Un racconto che è diventato vita

Visto il 13/02/2019 | Auditorium Le Fornaci, Terranuova Bracciolini

Davide Enia racconta l’arrivo dei migranti a Lampedusa assumendo un punto di vista personale. Ci racconta molto di sè, del rapporto con suo padre, con suo zio, con gli amici che lo ospitano a Lampedusa e che lo conducono al Porto. Sono gli stessi che sono intervenuti in soccorso dei migranti durante uno dei naufragi. Ogni cosa nel racconto diventa umana, visceramente umana. Si incrociano sofferenze diverse, quelle dei migranti, quelle della famiglia dell’autore di fronte alla morte di un familiare, ma alla fine si comprende come nella sofferenza siamo tutti simili, spaventati, fragili.

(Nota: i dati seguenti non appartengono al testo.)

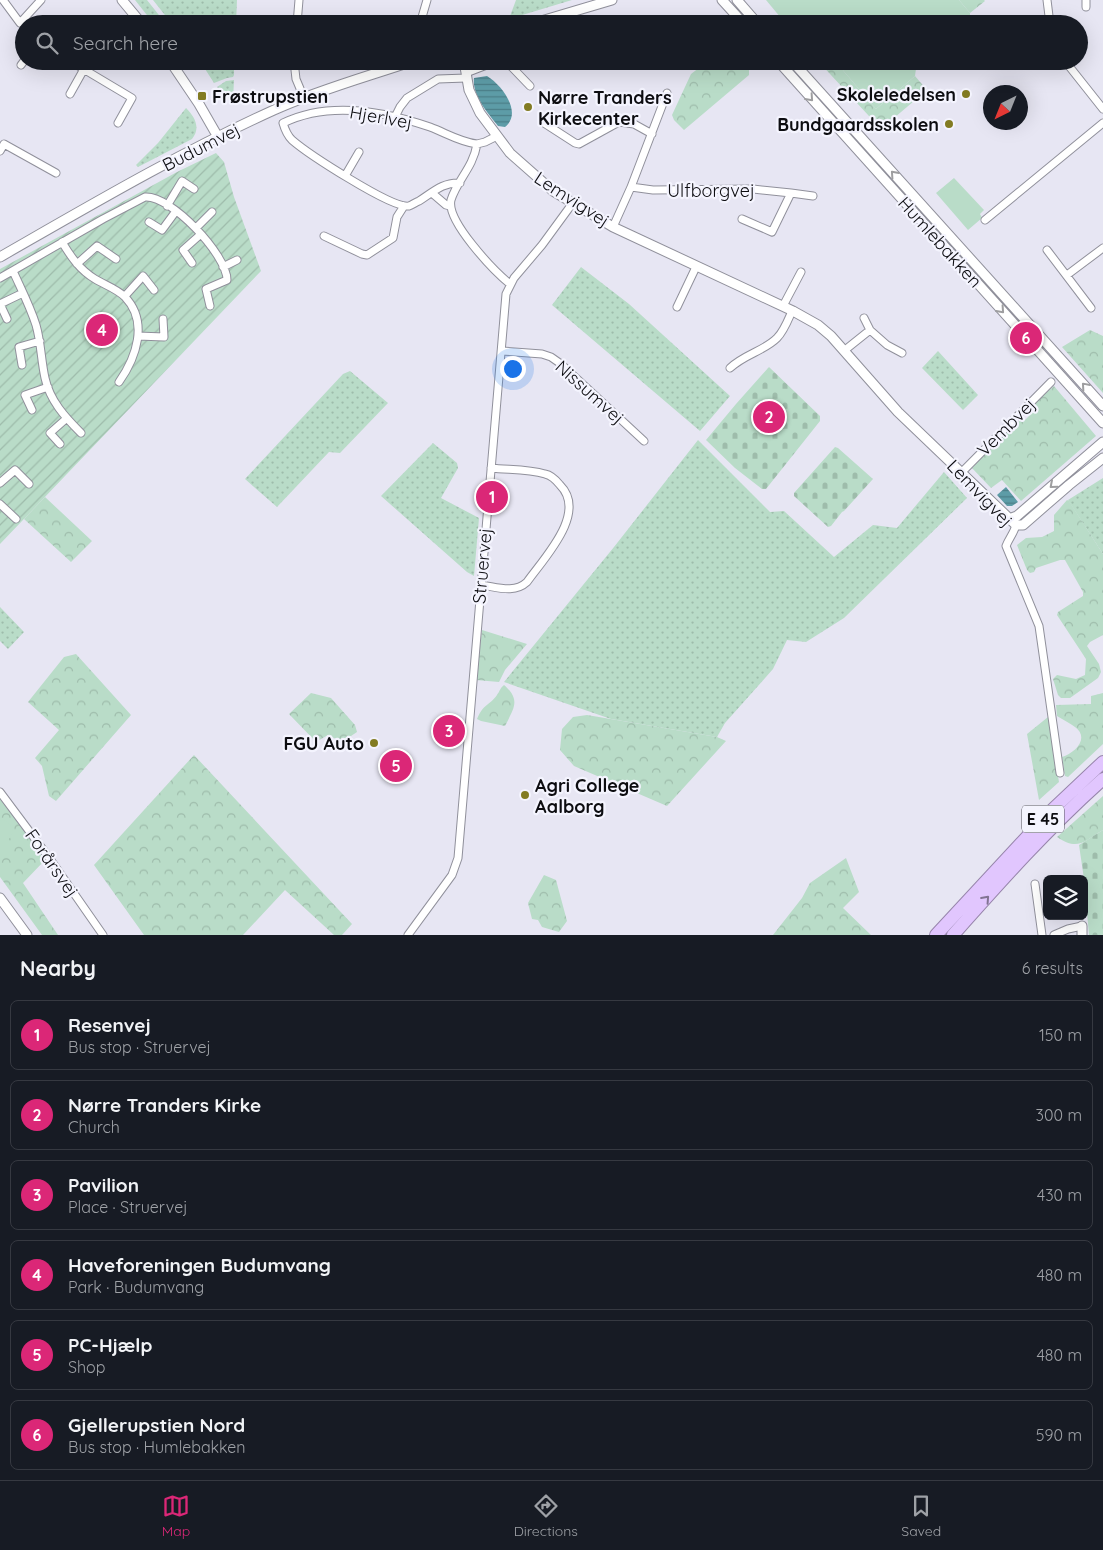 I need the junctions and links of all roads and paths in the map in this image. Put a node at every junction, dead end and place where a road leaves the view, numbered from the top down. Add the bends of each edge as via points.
1 (3, 0) edge
2 (41, 0) edge
3 (122, 0) edge
4 (299, 0) edge
5 (428, 0) edge
6 (593, 0) edge
7 (612, 0) edge
8 (722, 0) edge
9 (1047, 0) edge
10 (738, 2) edge
11 (30, 15) edge
12 (134, 15) edge
13 (297, 15) edge
14 (423, 15) edge
15 (559, 15) edge
16 (561, 15) edge
17 (736, 15) edge
18 (750, 15) edge
19 (1049, 15) edge
20 (15, 16) edge
21 (83, 70) edge
22 (86, 70) edge
23 (176, 70) edge
24 (295, 70) edge
25 (386, 70) edge
26 (465, 70) edge
27 (477, 70) edge
28 (515, 70) edge
29 (786, 70) edge
30 (800, 70) edge
31 (1072, 70) edge
32 (466, 75) junction
33 (520, 88) dead end
34 (667, 93) dead end
35 (70, 94) dead end
36 (304, 98) junction
37 (1103, 109) edge
38 (395, 117) junction
39 (118, 123) dead end
40 (544, 123) dead end
41 (1103, 123) edge
42 (652, 134) junction
43 (497, 136) junction
44 (218, 137) junction
45 (477, 144) junction
46 (0, 151) edge
47 (359, 152) dead end
48 (56, 173) dead end
49 (345, 176) junction
50 (460, 183) junction
51 (631, 187) junction
52 (194, 189) dead end
53 (432, 193) junction
54 (791, 193) junction
55 (813, 196) dead end
56 (572, 204) junction
57 (167, 206) junction
58 (404, 206) junction
59 (450, 206) junction
60 (176, 211) junction
61 (212, 212) dead end
62 (742, 219) dead end
63 (986, 220) dead end
64 (149, 222) dead end
65 (613, 227) junction
66 (199, 231) junction
67 (324, 236) dead end
68 (62, 242) junction
69 (1103, 248) edge
70 (1048, 250) dead end
71 (2, 253) edge
72 (116, 259) dead end
73 (237, 260) dead end
74 (192, 263) dead end
75 (76, 264) junction
76 (223, 267) junction
77 (696, 267) junction
78 (13, 271) junction
79 (801, 272) dead end
80 (1067, 275) junction
81 (0, 278) edge
82 (510, 284) junction
83 (154, 290) dead end
84 (23, 293) junction
85 (125, 296) junction
86 (210, 306) dead end
87 (782, 306) junction
88 (677, 307) dead end
89 (1091, 308) dead end
90 (792, 311) junction
91 (864, 318) dead end
92 (7, 319) dead end
93 (163, 319) dead end
94 (870, 330) junction
95 (138, 336) junction
96 (40, 341) junction
97 (844, 350) junction
98 (502, 351) junction
99 (902, 353) dead end
100 (22, 365) dead end
101 (730, 368) dead end
102 (119, 382) dead end
103 (1051, 382) dead end
104 (48, 387) junction
105 (1103, 406) edge
106 (32, 410) dead end
107 (67, 418) junction
108 (1103, 423) edge
109 (81, 432) dead end
110 (644, 441) dead end
111 (1103, 442) edge
112 (60, 444) dead end
113 (1103, 451) edge
114 (1103, 458) edge
115 (491, 468) junction
116 (961, 473) junction
117 (0, 483) edge
118 (28, 484) dead end
119 (1069, 485) junction
120 (1, 507) edge
121 (16, 519) dead end
122 (1012, 522) junction
123 (481, 585) junction
124 (1103, 752) edge
125 (1103, 762) edge
126 (1060, 773) dead end
127 (1103, 779) edge
128 (1103, 787) edge
129 (0, 792) edge
130 (1030, 851) junction
131 (985, 880) junction
132 (1034, 884) dead end
133 (0, 898) edge
134 (1082, 931) edge
135 (27, 935) edge
136 (102, 935) edge
137 (408, 935) edge
138 (936, 935) edge
139 (953, 935) edge
140 (1042, 935) edge
141 (1054, 935) edge

1 - 20 street
2 - 11 street
3 - 12 street
4 - 13 street
5 - 14 street
6 - 15 street
7 - 16 street
8 - 17 street
9 - 19 street
10 - 18 street
21 - 35 street
22 - 39 street via 132,98
23 - 44 street
24 - 36 street
25 - 36 street, Budumvej
26 - 32 street, Lemvigvej
27 - 32 street
28 - 33 street via 528,84
29 -> 108 street, Humlebakken
105 -> 30 street, Humlebakken
31 - 37 street
32 - 38 street via 438,79 407,98
32 - 43 street, Lemvigvej via 480,113
34 - 42 street
36 - 44 street, Budumvej
38 - 45 street, Hjerlvej
38 - 49 street, Hjerlvej via 327,110 299,116 283,124 292,139
40 - 42 street via 579,144 619,122 634,124
41 - 63 street
42 - 51 street
43 - 45 street
43 - 56 street, Lemvigvej via 536,177
44 - 71 street, Budumvej
45 - 50 street via 472,163
46 - 48 street via 4,144
47 - 49 street
49 - 58 street
50 - 53 street via 445,184
50 - 59 street
51 - 54 street, Ulfborgvej via 653,190 753,189
51 - 65 street
52 - 57 street via 182,181
53 - 58 street
53 - 59 street
54 - 55 street, Ulfborgvej
54 - 62 street, Ulfborgvej via 772,232
56 - 65 street, Lemvigvej
56 - 82 street, Struervej
57 - 60 street
57 - 68 street via 145,197
58 - 67 street via 397,216 393,238 367,254
59 - 82 street via 472,245
60 - 64 street via 162,230
60 - 66 street
61 - 66 street
65 - 77 street, Lemvigvej
66 - 74 street via 184,250
66 - 76 street
68 - 75 street
68 - 78 street
69 - 80 street
70 - 80 street
72 - 75 street via 97,246
73 - 76 street
75 - 85 street
76 - 86 street via 227,280 206,289
77 - 87 street, Lemvigvej
77 - 88 street
78 - 81 street
78 - 84 street
79 - 87 street
80 - 89 street
82 - 98 street, Struervej via 506,294
83 - 85 street via 143,276
84 - 92 street via 0,304
84 - 96 street via 31,308
85 - 95 street via 135,313
87 - 90 street, Lemvigvej
90 - 97 street, Lemvigvej via 818,325
90 - 101 street via 778,337
91 - 94 street
93 - 95 street via 164,337
94 - 97 street
94 - 99 street via 886,345
95 - 102 street via 131,363
96 - 100 street via 19,347
96 - 104 street
97 - 116 street, Lemvigvej via 898,412
98 - 110 street, Nissumvej via 551,357
98 - 115 street, Struervej
103 - 116 street, Vembvej
104 - 106 street via 25,395
104 - 107 street
107 - 109 street
107 - 112 street via 50,433
111 -> 122 street
113 - 119 street
114 - 119 street
115 - 123 street, Struervej
115 - 123 street via 551,476 565,490 570,499 570,510 562,532 527,582 509,589
116 - 122 street, Lemvigvej
117 - 118 street via 14,470
119 - 122 street via 1023,525
120 - 121 street
122 - 126 street, Lemvigvej via 1015,531 1006,546 1039,626
123 - 137 street, Struervej via 458,858 452,875
124 - 131 highway via 1047,807
125 - 131 highway, E 45
127 - 130 highway, E 45
128 - 130 highway
129 - 136 street, Forårsvej
139 -> 130 highway, E 45
131 - 138 highway, E 45
132 - 140 street
133 - 135 street
134 - 141 street via 1068,929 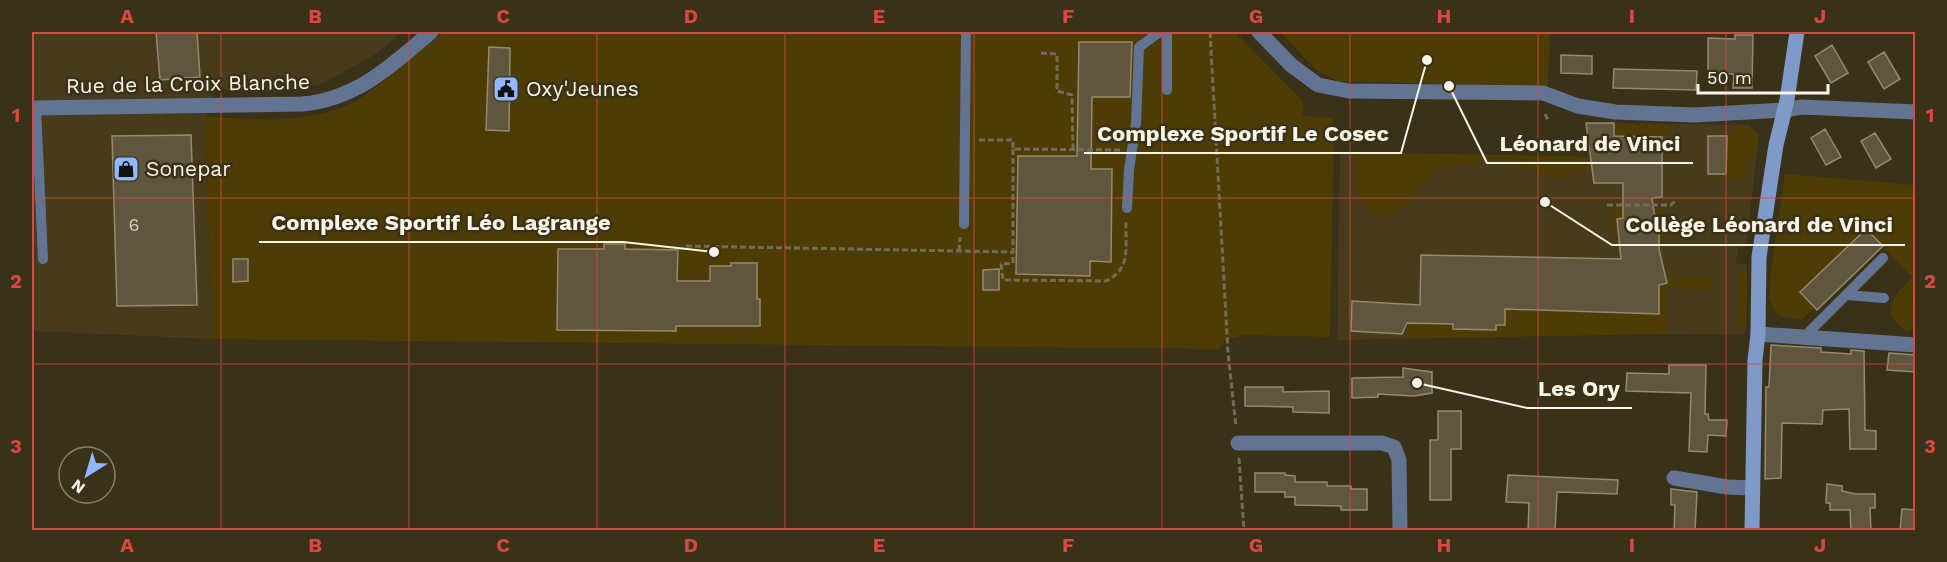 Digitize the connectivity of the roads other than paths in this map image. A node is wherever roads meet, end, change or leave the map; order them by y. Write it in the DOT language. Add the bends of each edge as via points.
graph roads {
  1 [pos="431,32"];
  2 [pos="966,32"];
  3 [pos="1160,32"];
  4 [pos="1167,32"];
  5 [pos="1259,32"];
  6 [pos="1797,32"];
  7 [pos="1167,90"];
  8 [pos="34,108"];
  9 [pos="1785,110"];
  10 [pos="1916,112"];
  11 [pos="1127,208"];
  12 [pos="964,224"];
  13 [pos="1883,258"];
  14 [pos="43,259"];
  15 [pos="1846,295"];
  16 [pos="1884,298"];
  17 [pos="1758,334"];
  18 [pos="1804,337"];
  19 [pos="1914,344"];
  20 [pos="1238,443"];
  21 [pos="1674,478"];
  22 [pos="1752,488"];
  23 [pos="1400,531"];
  24 [pos="1752,531"];
  1 -- 8 [label="street, Rue de la Croix Blanche" via="375,77 324,102"];
  2 -- 12 [label="lane"];
  3 -- 11 [label="lane" via="1139,47"];
  4 -- 7 [label="lane"];
  5 -- 9 [label="street" via="1291,65 1318,85 1349,92 1543,93 1578,106 1615,112 1694,115"];
  6 -- 9 [label="street"];
  8 -- 14 [label="lane"];
  9 -- 10 [label="street" via="1803,107"];
  9 -- 17 [label="street" via="1759,257"];
  13 -- 15 [label="lane"];
  15 -- 16 [label="lane"];
  15 -- 18 [label="lane"];
  17 -- 18 [label="street"];
  17 -- 22 [label="street"];
  18 -- 19 [label="street"];
  20 -- 23 [label="street" via="1382,443 1394,447 1399,459"];
  21 -- 22 [label="street"];
  22 -- 24 [label="street"];
}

Un’immagine mi rimane viva nella mente, il ragazzino che vola tra le onde, mi pare di vederlo tra il buio e le onde, e rimango con il fiato sospeso.

Avevo letto il libro “Appunti per un naufragio” di Enia, da cui è tratto lo spettacolo. Sono rimasta particolarmente colpita da come il testo sulla scena è diventato corpo, musica, ritmo. Quasi non lo riconoscevo, da racconto è diventato vita.